Je renonce!
Desde que tomé la decisión de dejar el país de la liberté, fraternité et egalité he entrado en una espiral de abandono preocupante. Para empezar, he dejado de estudiar francés. Mi sentido práctico y mi sentido vago coinciden en que no es productivo dedicar más tiempo a algo que es muy probable que no use en el futuro.
¿Y cuál ha sido la consecuencia de esta decisión? Pues irónicamente, mi nivel ha mejorado. He dejado macerar el escaso vocabulario en mi cerebro y he tenido unas últimas experiencias de comprensión bastante interesantes.
A mi lista de éxitos personales tengo que sumar que he acabado de leer mi primer libro en francés. Se tituta Journal d’un chat assassin, un escalofriamente thriller sobre un gato psicópata que nada tiene que envidiar a Dexter. ¡Y lo pueden leer niños de cinco años!
Concretando fechas, he decidido que vuelvo a España el 28F, para que este año tenga Andalucía algo que celebrar. Pasaré un tiempo allí, en el que intentaré desayunar e ir de tapas lo máximo posible y después buscaré pastos más verdes.
Mientras tanto, en el trabajo, lo más novedoso que puedo decir es que hemos comenzado con un proyecto nuevo. Esta vez nos cambiamos la gorra de desarrollo de aplicaciones por la gorra de desarrollo de webs, y nos vamos a hacer una red social. Red sociales hay unas cuantas, pero esta tiene algo especial, claro, que ya comentaré; de momento adelanto que el ingrediente secreto es el cariño.
Casi siete meses han tenido que pasar para que ponga el pie fuera de Francés. Y los resultados han sido positivos, lo que me ha llevado a pensar que quizá me he equivocado de ciudad. El destino de la excursión fue Caen, una ciudad muy medieval de Normandía.
El índice de desdén por parte de los locales disminuyó considerablemente mientras que el de inglés subió unas décimas apreciables. Además tienen unos cuantos pubs ingleses/irlandeses. Pero lo más destacable sea quizás el concepto terraza.
En París hay terrazas sí, pero presentan dos indeseables características. La primera es la estrechez, habitual en restaurantes también. Parece que la idea de los dueños a la hora de colocar las mesas es desafiar los límites de la física. Yo soy la persona más cariñosa del mundo, pero que un desconocido invada mi espacio personal me incomoda ya un poco. Tengo un amigo de dos metros que vino a visitarme y realmente podía ir solo a los sitios y hacer amigos automáticamente.

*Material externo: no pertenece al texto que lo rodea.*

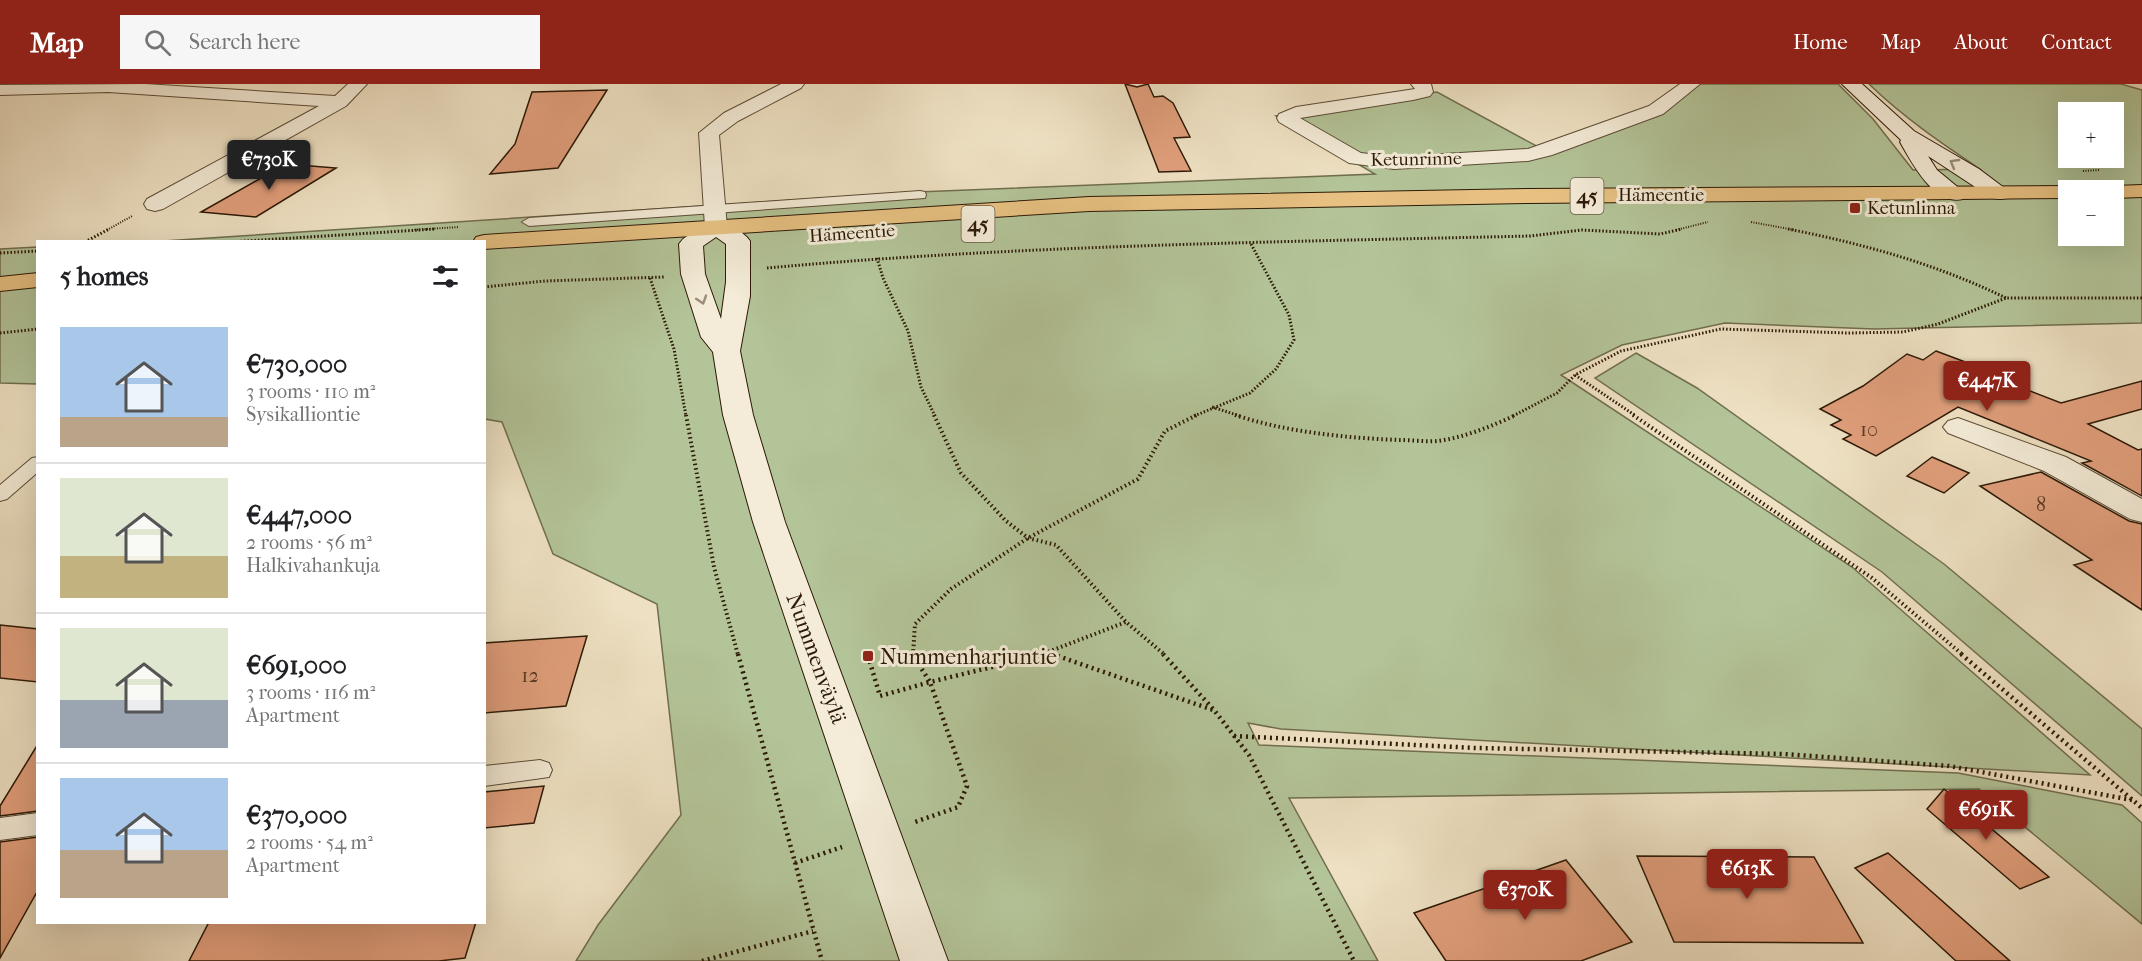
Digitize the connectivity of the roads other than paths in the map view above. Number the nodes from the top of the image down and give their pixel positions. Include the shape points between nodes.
1 (358, 84) edge
2 (795, 84) edge
3 (1420, 84) edge
4 (1691, 84) edge
5 (1851, 84) edge
6 (110, 85) edge
7 (0, 90) edge
8 (339, 102) junction
9 (1907, 135) junction
10 (2142, 191) edge
11 (2058, 192) edge
12 (2124, 192) edge
13 (2000, 193) junction
14 (1955, 194) junction
15 (920, 195) dead end
16 (1218, 203) junction
17 (155, 204) road end
18 (715, 218) junction
19 (529, 222) dead end
20 (738, 241) junction
21 (486, 242) edge
22 (691, 244) junction
23 (486, 257) edge
24 (726, 351) junction
25 (1958, 427) dead end
26 (36, 464) edge
27 (0, 495) edge
28 (2142, 512) edge
29 (540, 771) dead end
30 (486, 776) edge
31 (36, 824) edge
32 (0, 829) edge
33 (922, 960) edge

1 - 8 street
2 - 18 street via 731,117 709,133
3 - 4 street, Ketunrinne via 1424,92 1296,113 1286,118 1356,159 1394,163 1528,155 1656,110
5 - 9 street
6 - 7 street
6 - 8 street
8 - 17 street
13 -> 9 street
9 - 14 street via 1929,174
10 - 12 main road
11 - 13 main road, Hämeentie / 45
13 - 14 main road, Hämeentie / 45
14 - 16 main road, Hämeentie / 45 via 1529,196
15 - 18 lane
16 - 18 main road, Hämeentie / 45
16 - 20 main road, Hämeentie / 45
18 - 19 lane
18 - 20 street
18 - 21 main road, Hämeentie / 45
18 - 22 street
20 - 22 main road, Hämeentie / 45
20 - 24 street, Nummenväylä via 740,270 733,332
22 - 23 main road, Hämeentie / 45
22 -> 24 street, Nummenväylä via 693,274 714,337
24 - 33 street, Nummenväylä via 738,415 768,522
25 - 28 street via 2055,464
26 - 27 lane
29 - 30 lane
31 - 32 lane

La segunda característica es el miraparafuerismo. Las sillas siempre las ponen mirando a la calle. Como si estuvieses en un cine. Si hay muchas, las organizan en filas. Pero lo hacen en todas, no sólo en las terrazas con buenas vistas. En la mayoría puedes ver el tráfico y la gente pasar o el metro. Si vas con un amigo a tomarte una cerveza, le hablas de reojo, como si fueses un espía. He meditado bastante, pero no le encuentro explicación.
Pues bien, en Caen, muchos sitios tienen terrazas más razonables de acuerdo a mi punto de vista. Y ojo… ¡muchas tienen wifi! ¡Locura máxima! Esta grata experiencia me hace plantearme más visitas mientras esté a tiempo.
Por otro lado, para mí fue una sorpresa descubrir que la sanidad no es gratuita en Francia. Y lo descubrí por las malas. Cierto es que, dependiendo de tu situación y del caso, y con algunos papeles de por medio, puedes llegar a recuperar hasta el 100% del importe de la factura. Hablar de sanidad y de facturas en el mismo párrafo, para una mentalidad española como la mía, es raro y da miedo.
El caso es que estando en el dentista viví una de las situaciones más surrealistas de mi vida. Yo estaba tumbado, con la tensión propia que produce una limpieza, un babero y un aparato del infierno metido en la boca. En mi trance empecé a escuchar voces y fui vagamente consciente de que la chica de recepción estaba hablando con el dentista y con mi amiga especial, que me acompañaba en calidad de traductora.
Asombro absoluto al comprobar que lo que quería es que abonase la factura. Así que el dentista tuvo que parar su labor y yo, como pude, les pasé mi cartera. Por lo visto tenían un problema de administración tal que tenía que pagar inmediatamente y no podían esperar los 15 minutos restantes de mi operación. No pongo en duda que fuese verdad, estas cosas pasan cuando conviertes una clínica en una tienda. Como dice Espeonza, para ir al médico aquí hay que llevar dos tarjetas, la sanitaria y la de crédito.
Acabo con otro ejemplo de palabra francesa que suena a español viejo, que nunca decepciona. Si bien désolé es para cuando sientes algo, si estás procupado, dices inquiet.